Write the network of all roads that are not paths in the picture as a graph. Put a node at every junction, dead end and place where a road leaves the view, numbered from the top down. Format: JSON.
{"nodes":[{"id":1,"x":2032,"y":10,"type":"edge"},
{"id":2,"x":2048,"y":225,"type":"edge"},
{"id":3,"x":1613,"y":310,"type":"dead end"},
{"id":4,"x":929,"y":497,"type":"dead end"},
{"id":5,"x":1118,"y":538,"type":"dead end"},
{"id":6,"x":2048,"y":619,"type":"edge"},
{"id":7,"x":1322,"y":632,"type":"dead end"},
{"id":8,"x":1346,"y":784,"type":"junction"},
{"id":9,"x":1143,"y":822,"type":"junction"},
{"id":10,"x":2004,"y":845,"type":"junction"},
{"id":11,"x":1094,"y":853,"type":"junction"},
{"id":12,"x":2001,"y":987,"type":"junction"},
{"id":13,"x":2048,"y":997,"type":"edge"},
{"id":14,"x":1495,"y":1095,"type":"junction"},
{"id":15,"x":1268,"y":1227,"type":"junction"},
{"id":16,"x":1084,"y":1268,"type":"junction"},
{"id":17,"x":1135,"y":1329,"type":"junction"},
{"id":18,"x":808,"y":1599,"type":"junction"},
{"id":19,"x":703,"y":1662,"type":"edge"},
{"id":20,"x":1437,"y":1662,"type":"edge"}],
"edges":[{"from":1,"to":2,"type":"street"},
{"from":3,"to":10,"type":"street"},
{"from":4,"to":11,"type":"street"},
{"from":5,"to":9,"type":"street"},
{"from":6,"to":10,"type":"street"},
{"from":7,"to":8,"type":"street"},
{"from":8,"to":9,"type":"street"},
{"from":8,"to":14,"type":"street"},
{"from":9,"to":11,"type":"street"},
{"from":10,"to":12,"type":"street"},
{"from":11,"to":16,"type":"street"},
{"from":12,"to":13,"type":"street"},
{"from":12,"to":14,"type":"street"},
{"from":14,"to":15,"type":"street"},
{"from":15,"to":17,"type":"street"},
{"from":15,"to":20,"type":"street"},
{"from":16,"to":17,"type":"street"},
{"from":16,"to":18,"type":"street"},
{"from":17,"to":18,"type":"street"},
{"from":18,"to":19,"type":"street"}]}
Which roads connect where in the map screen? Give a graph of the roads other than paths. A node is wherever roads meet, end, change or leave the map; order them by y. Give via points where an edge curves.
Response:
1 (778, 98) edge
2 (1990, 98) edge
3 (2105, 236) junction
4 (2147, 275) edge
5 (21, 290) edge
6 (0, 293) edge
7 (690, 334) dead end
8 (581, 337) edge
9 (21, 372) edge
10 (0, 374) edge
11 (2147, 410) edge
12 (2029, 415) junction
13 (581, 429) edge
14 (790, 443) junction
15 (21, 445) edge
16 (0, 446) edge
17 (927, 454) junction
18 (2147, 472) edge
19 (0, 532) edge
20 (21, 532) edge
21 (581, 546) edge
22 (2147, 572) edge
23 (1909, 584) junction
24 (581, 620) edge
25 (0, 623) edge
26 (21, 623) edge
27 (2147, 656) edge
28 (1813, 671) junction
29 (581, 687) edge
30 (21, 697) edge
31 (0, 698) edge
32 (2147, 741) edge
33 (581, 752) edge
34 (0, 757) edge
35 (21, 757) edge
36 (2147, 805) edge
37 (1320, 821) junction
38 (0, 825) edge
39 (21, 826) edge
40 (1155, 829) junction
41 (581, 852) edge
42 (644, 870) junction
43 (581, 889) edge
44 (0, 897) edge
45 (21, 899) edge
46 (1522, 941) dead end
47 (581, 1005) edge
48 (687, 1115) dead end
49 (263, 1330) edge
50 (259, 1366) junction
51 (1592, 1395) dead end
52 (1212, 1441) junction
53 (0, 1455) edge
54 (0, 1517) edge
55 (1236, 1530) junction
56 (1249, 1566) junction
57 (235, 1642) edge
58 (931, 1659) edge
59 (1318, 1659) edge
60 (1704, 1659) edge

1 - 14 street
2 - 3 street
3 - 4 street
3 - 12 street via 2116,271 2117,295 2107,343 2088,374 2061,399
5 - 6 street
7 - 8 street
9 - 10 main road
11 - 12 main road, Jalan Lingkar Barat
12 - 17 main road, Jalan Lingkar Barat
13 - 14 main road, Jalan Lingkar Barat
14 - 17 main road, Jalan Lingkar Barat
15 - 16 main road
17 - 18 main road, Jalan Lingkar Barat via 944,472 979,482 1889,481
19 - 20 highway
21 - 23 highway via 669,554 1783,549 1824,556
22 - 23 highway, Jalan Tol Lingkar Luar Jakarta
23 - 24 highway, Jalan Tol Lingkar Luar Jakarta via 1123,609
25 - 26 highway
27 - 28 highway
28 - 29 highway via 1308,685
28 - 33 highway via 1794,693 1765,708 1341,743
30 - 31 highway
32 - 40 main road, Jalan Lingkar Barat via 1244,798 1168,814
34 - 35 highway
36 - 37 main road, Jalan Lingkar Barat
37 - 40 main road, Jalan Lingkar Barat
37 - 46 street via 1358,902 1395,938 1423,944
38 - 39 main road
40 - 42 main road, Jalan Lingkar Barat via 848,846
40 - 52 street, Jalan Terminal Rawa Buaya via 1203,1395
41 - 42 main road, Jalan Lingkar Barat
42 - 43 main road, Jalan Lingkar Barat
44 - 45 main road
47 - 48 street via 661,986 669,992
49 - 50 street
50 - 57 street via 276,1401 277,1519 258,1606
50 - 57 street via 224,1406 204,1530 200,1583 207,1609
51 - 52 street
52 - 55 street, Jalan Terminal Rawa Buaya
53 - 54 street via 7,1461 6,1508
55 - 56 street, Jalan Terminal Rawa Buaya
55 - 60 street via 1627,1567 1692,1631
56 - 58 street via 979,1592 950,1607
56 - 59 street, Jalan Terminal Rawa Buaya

* Exercise directions
Lines with "paths" in them are what the answer must contain; copy each from the records above.

* Written response
Write the network of all roads that are not paths in the picture as a graph. Put a node at every junction, dead end and place where a road leaves the view, numbered from the top down. Format: JSON.
Which roads connect where in the map screen? Give a graph of the roads other than paths. A node is wherever roads meet, end, change or leave the map; order them by y. Give via points where an edge curves.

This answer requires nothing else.